## Problem requirements
If a line in the data below holds the word "graph", copy it.
(Recorded data Opens)
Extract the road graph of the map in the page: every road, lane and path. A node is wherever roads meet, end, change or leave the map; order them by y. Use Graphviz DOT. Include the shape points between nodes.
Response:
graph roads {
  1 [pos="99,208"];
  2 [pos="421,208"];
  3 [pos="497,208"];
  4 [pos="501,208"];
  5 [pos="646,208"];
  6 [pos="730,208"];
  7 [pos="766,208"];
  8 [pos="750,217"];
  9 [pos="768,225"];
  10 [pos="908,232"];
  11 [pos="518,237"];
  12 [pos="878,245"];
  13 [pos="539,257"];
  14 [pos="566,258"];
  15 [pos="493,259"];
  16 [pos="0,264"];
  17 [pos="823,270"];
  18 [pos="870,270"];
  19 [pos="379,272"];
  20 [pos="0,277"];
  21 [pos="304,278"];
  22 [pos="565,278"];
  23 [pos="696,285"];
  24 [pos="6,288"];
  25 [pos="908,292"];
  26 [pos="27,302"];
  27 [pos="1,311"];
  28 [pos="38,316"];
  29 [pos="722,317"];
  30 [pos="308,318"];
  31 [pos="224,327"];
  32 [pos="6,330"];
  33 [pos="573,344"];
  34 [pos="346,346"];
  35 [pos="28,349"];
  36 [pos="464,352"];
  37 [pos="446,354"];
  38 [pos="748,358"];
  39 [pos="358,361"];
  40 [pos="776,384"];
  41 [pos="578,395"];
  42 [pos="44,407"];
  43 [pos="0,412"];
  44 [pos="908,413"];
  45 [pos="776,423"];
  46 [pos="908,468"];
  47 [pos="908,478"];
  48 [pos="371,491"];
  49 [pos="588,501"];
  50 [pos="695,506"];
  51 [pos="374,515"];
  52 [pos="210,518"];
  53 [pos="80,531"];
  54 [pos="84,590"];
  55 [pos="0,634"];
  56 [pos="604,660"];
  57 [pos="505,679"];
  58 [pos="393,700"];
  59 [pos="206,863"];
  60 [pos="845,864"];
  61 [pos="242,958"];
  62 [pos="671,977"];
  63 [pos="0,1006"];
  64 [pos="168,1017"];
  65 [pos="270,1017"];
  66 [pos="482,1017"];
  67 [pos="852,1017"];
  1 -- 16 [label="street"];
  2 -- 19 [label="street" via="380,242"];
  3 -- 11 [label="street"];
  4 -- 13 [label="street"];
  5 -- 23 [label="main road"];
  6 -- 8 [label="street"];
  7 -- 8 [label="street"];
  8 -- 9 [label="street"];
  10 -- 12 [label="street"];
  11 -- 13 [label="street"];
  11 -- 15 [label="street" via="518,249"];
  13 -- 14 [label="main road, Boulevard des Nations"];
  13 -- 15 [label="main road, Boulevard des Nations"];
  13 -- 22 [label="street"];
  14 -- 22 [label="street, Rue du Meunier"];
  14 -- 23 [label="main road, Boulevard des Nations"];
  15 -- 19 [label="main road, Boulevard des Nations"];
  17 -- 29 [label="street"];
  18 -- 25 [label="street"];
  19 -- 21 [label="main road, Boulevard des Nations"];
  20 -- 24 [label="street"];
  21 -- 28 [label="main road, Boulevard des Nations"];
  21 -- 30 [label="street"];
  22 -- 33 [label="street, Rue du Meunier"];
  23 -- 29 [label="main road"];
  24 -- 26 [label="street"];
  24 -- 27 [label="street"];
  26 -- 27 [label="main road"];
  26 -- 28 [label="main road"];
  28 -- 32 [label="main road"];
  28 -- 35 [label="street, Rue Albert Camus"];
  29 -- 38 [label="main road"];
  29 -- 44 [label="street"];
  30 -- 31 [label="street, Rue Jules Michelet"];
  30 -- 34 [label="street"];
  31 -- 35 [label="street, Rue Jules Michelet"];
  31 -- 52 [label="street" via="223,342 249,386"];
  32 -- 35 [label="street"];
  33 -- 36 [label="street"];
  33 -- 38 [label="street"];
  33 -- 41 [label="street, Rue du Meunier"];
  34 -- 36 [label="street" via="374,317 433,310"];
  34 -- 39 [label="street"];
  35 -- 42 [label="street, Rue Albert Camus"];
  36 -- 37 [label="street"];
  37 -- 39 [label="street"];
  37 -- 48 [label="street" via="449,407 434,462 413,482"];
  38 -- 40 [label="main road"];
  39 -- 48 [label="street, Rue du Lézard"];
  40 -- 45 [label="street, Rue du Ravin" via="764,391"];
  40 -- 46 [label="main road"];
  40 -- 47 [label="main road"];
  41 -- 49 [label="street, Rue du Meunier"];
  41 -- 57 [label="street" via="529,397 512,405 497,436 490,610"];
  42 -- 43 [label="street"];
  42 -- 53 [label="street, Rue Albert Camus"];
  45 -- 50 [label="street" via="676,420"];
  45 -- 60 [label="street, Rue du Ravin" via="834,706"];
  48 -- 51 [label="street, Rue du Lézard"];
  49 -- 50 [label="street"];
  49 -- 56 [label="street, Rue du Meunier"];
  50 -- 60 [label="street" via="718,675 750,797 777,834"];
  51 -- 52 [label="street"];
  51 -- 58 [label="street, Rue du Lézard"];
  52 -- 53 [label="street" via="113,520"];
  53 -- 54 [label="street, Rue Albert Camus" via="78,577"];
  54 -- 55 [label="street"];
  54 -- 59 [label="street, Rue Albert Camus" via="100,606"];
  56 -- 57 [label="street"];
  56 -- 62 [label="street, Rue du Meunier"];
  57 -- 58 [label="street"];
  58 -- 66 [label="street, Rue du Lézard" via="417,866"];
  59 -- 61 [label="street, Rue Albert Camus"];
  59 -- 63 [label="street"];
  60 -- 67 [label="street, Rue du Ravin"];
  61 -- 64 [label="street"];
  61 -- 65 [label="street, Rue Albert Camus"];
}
(Recorded data Closes)
## Reply
Extract the road graph of the map in the page: every road, lane and path. A node is wherever roads meet, end, change or leave the map; order them by y. Use Graphviz DOT. Include the shape points between nodes.
graph roads {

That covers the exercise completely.